● **Required work**: Every line in the entries where "wrist" is found should be copied.

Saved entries

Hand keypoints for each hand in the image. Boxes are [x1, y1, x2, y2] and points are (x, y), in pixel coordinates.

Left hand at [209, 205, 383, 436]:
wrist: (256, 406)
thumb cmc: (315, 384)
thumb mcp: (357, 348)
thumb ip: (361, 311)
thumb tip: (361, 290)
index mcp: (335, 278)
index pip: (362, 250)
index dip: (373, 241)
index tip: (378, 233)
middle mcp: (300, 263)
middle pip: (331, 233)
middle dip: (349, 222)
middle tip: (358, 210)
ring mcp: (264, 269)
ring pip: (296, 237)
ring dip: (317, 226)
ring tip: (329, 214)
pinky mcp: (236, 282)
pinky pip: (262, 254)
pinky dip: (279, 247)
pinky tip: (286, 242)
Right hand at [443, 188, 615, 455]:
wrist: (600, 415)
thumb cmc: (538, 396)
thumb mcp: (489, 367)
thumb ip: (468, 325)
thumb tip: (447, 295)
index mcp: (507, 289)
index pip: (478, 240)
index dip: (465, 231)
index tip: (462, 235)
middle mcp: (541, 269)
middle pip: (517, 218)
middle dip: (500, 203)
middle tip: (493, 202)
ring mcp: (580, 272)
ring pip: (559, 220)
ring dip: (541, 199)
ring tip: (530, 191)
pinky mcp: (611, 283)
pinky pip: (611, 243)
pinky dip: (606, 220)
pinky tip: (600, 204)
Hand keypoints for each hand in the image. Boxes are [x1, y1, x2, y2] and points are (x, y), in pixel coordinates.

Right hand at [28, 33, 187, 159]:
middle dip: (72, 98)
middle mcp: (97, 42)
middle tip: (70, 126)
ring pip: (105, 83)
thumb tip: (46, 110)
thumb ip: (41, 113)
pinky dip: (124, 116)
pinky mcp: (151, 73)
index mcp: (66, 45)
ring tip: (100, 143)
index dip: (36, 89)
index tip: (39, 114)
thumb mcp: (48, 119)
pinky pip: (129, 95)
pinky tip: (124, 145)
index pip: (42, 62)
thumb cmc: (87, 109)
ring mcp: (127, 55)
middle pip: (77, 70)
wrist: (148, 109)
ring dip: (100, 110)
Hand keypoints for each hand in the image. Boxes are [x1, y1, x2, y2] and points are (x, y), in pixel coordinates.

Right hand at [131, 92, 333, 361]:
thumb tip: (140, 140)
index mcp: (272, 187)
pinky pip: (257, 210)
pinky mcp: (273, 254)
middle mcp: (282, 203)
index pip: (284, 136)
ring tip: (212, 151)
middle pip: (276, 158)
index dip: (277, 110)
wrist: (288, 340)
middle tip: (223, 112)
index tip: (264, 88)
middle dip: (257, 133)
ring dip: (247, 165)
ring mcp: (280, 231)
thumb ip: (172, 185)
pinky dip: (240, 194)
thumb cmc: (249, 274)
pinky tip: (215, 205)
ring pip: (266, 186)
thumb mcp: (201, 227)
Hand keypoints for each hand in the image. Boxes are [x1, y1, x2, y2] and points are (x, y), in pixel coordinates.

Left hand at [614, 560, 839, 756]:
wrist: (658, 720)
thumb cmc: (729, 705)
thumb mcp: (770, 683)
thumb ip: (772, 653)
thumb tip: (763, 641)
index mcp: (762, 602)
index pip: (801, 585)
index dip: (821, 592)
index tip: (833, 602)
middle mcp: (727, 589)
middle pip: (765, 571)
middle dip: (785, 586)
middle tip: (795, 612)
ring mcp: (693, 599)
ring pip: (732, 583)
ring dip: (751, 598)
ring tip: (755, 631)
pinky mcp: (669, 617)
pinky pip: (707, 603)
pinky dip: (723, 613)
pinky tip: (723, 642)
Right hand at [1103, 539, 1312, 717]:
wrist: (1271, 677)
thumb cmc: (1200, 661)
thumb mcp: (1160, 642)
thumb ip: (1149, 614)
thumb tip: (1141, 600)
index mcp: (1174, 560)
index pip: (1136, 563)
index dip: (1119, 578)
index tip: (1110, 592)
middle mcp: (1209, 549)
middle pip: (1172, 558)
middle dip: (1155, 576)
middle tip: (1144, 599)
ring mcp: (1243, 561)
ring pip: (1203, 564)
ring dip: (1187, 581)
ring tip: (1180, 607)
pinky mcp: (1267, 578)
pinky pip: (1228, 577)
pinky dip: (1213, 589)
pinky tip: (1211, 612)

* * *

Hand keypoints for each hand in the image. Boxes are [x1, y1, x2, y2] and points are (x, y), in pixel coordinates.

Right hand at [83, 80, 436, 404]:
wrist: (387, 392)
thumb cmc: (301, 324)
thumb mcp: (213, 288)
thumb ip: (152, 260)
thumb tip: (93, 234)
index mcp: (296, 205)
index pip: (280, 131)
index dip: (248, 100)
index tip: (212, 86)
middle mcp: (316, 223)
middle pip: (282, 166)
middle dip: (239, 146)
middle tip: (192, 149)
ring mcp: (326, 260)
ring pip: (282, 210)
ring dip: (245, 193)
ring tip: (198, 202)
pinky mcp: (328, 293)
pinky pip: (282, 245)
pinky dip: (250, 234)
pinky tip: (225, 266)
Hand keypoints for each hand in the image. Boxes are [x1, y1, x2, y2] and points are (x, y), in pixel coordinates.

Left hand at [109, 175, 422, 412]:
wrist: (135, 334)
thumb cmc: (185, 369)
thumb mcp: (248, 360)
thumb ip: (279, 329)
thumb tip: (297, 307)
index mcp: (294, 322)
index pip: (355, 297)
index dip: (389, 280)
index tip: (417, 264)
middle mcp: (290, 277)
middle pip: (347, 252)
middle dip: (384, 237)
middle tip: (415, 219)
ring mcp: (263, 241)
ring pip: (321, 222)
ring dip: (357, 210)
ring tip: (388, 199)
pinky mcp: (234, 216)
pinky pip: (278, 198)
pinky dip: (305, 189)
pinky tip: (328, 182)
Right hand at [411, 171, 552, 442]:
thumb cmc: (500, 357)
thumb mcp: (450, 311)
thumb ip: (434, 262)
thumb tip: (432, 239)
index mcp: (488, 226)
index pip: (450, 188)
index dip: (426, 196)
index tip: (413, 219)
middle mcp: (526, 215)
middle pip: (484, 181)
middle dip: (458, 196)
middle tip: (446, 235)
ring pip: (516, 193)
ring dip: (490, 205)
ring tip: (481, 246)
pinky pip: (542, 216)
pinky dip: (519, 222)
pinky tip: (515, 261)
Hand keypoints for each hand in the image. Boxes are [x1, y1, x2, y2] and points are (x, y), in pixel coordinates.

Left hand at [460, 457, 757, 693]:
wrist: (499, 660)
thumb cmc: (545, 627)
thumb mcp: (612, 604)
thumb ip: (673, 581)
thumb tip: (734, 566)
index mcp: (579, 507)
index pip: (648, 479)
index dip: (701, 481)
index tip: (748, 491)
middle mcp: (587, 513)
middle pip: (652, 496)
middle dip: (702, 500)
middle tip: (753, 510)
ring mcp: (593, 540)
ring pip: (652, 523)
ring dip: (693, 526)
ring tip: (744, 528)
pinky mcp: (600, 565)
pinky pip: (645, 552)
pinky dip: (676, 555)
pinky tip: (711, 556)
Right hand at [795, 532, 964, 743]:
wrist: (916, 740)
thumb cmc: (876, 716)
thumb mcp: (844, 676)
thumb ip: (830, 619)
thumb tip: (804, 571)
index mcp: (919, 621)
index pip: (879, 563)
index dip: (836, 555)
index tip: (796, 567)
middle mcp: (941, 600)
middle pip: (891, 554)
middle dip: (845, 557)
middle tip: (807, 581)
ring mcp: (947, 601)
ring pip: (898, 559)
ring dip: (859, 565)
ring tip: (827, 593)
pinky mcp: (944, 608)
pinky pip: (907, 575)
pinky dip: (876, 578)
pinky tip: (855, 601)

==

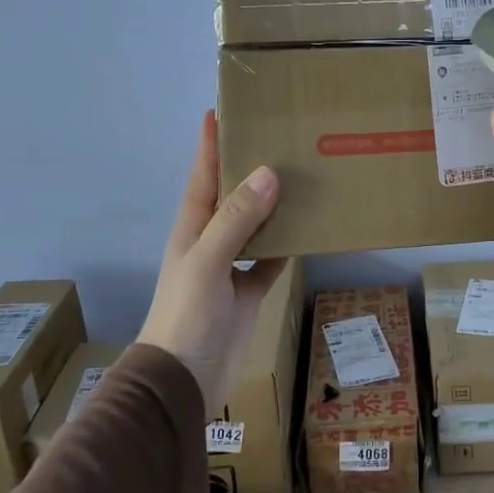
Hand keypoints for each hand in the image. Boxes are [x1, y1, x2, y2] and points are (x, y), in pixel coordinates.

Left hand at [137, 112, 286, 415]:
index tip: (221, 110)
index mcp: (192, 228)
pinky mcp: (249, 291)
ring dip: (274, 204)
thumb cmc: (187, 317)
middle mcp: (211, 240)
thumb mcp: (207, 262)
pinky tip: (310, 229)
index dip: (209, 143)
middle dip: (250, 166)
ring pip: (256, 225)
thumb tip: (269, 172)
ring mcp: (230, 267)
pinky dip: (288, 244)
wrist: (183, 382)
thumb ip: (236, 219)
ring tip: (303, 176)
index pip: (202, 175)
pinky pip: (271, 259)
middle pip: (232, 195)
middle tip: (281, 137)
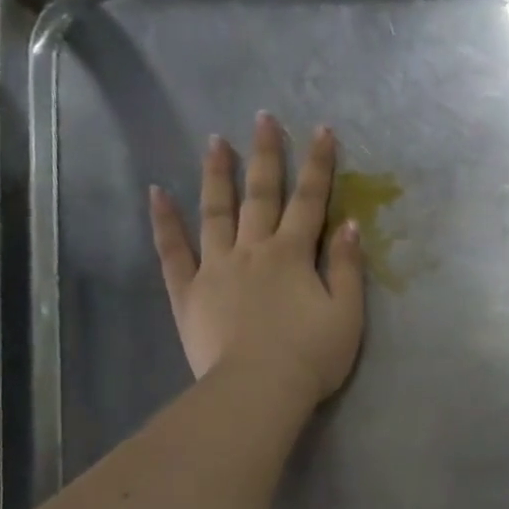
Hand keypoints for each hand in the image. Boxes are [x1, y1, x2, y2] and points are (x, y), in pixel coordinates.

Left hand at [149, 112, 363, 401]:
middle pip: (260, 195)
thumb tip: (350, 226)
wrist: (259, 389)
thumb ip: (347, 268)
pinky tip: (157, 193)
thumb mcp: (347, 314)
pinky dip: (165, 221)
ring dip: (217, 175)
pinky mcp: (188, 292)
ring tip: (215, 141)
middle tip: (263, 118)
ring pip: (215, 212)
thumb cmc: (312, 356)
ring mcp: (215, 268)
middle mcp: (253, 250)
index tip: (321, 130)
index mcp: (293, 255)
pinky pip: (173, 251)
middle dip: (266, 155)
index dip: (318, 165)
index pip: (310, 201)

● **The answer**:
wrist: (256, 406)
wrist: (600, 415)
wrist: (148, 109)
wrist: (288, 340)
wrist: (658, 720)
wrist: (1271, 677)
wrist: (387, 392)
wrist: (135, 334)
wrist: (499, 660)
wrist: (916, 740)
wrist: (183, 382)
wrist: (259, 389)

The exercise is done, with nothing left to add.